Below are the entries. Transcribe exactly the lines from the one with "index dip: (266, 294)" through the one with "middle pip: (219, 241)", ends included, and leave out all others.

★ ★ ★

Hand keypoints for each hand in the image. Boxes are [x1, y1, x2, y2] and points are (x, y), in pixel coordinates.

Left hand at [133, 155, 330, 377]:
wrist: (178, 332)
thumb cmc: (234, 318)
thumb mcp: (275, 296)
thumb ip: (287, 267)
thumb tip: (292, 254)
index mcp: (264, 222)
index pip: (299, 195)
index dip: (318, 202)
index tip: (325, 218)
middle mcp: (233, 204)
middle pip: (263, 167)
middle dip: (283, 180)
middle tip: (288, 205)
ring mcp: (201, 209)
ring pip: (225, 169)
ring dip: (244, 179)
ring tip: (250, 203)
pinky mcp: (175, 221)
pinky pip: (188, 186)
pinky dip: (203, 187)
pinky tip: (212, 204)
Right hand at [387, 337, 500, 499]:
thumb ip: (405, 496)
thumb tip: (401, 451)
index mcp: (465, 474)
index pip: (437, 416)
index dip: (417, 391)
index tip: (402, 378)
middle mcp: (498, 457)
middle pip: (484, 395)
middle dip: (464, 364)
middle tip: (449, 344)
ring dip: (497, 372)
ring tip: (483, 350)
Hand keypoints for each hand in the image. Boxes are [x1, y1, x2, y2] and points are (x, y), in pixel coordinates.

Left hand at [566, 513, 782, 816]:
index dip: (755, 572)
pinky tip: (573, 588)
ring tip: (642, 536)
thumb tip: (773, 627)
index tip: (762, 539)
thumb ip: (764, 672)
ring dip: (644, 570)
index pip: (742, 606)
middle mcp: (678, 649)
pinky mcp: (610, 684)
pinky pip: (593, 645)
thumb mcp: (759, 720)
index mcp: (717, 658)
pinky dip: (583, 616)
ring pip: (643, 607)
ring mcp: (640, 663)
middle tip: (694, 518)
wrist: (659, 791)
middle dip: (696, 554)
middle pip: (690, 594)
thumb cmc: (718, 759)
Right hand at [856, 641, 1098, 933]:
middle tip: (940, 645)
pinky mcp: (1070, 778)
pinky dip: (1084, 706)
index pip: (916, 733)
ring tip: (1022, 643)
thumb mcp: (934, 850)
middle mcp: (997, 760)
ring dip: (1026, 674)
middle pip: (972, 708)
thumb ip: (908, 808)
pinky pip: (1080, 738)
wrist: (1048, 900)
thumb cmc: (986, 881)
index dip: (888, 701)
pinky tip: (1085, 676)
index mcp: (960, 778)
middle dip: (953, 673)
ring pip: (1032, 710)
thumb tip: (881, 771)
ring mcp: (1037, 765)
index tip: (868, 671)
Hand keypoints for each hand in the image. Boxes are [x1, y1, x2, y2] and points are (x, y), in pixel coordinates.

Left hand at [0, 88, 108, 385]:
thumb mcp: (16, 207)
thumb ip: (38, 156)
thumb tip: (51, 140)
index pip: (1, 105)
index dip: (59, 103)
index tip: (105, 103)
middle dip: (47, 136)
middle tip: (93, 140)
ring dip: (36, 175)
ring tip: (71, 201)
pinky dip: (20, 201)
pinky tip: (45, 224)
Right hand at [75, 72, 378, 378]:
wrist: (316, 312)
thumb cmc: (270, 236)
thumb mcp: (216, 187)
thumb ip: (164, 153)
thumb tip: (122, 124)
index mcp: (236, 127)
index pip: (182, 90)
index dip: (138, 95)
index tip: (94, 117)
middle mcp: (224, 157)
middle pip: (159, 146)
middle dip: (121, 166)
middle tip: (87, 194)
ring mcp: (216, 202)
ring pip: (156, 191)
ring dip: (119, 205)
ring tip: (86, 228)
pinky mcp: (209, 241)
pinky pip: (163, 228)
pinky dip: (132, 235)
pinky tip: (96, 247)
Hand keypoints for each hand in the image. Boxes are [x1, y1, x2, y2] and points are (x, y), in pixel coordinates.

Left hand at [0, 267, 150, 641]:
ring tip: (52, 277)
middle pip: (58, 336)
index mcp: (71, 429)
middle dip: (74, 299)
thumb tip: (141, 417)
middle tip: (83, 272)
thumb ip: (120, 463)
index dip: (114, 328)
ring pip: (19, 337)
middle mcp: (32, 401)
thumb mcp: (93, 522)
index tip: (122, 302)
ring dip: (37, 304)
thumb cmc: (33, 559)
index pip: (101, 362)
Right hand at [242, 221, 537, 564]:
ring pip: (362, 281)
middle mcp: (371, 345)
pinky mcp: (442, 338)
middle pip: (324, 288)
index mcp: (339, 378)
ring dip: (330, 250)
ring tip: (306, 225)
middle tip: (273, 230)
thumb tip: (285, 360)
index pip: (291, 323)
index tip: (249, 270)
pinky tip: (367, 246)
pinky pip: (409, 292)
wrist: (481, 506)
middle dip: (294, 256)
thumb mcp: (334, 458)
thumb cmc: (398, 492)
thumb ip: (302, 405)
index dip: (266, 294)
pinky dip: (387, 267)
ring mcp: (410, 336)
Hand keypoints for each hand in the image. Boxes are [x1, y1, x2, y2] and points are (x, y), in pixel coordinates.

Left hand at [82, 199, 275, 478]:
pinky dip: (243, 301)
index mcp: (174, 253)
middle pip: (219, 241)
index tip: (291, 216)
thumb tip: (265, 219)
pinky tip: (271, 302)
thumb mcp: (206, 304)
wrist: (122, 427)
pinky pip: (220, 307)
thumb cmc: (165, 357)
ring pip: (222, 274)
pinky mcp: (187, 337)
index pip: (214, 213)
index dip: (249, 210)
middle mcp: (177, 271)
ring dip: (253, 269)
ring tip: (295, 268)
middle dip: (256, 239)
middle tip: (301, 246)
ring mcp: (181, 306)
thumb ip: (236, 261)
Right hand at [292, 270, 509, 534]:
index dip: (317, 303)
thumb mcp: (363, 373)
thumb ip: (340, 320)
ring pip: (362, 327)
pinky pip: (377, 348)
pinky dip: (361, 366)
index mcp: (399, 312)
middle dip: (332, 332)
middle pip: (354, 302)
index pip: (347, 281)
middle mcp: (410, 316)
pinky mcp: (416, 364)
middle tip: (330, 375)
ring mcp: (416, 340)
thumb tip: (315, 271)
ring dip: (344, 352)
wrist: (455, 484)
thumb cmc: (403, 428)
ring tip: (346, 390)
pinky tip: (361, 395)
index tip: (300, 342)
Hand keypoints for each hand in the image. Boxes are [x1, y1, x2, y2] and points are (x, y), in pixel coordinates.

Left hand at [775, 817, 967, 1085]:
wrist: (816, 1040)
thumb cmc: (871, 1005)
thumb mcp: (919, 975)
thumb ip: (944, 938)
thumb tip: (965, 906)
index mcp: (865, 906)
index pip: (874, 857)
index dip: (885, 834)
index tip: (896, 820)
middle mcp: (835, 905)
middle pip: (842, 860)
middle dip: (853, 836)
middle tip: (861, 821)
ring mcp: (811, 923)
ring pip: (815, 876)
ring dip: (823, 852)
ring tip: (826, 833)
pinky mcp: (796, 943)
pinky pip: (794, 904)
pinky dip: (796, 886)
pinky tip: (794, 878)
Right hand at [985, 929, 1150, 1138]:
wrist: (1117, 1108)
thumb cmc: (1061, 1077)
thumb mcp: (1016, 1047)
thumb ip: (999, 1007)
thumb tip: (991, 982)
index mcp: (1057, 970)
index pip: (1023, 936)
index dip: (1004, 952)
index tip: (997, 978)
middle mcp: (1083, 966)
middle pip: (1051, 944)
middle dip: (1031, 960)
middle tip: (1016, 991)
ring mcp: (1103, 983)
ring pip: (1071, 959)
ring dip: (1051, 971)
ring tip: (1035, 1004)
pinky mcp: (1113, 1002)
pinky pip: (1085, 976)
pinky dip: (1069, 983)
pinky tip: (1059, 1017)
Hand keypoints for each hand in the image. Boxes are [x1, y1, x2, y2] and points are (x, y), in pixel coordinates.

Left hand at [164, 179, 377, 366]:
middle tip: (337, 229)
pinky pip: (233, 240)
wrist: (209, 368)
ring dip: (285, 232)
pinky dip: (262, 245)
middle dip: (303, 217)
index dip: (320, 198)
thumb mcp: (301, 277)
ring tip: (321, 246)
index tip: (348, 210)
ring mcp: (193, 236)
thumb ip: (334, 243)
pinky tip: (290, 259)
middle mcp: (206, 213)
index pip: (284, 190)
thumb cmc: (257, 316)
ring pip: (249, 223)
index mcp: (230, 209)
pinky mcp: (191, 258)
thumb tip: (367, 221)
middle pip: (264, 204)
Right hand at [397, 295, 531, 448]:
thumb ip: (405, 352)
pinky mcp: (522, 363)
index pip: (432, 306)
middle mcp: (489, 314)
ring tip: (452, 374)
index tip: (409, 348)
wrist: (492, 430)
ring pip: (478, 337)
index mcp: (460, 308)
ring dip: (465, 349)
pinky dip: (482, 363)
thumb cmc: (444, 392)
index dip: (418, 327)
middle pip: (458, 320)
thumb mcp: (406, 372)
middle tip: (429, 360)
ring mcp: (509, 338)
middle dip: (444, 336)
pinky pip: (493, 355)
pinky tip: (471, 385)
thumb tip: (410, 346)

★ ★ ★

- SOLUTION
index dip: (266, 294)
pinky dip: (387, 267)
ring mcp: (410, 336)
Hand keypoints for each hand in the image. Boxes are [x1, y1, x2, y2] and points are (x, y), in pixel coordinates.

Left hand at [82, 199, 275, 478]:
pinky dip: (243, 301)
index mcp: (174, 253)
middle pip: (219, 241)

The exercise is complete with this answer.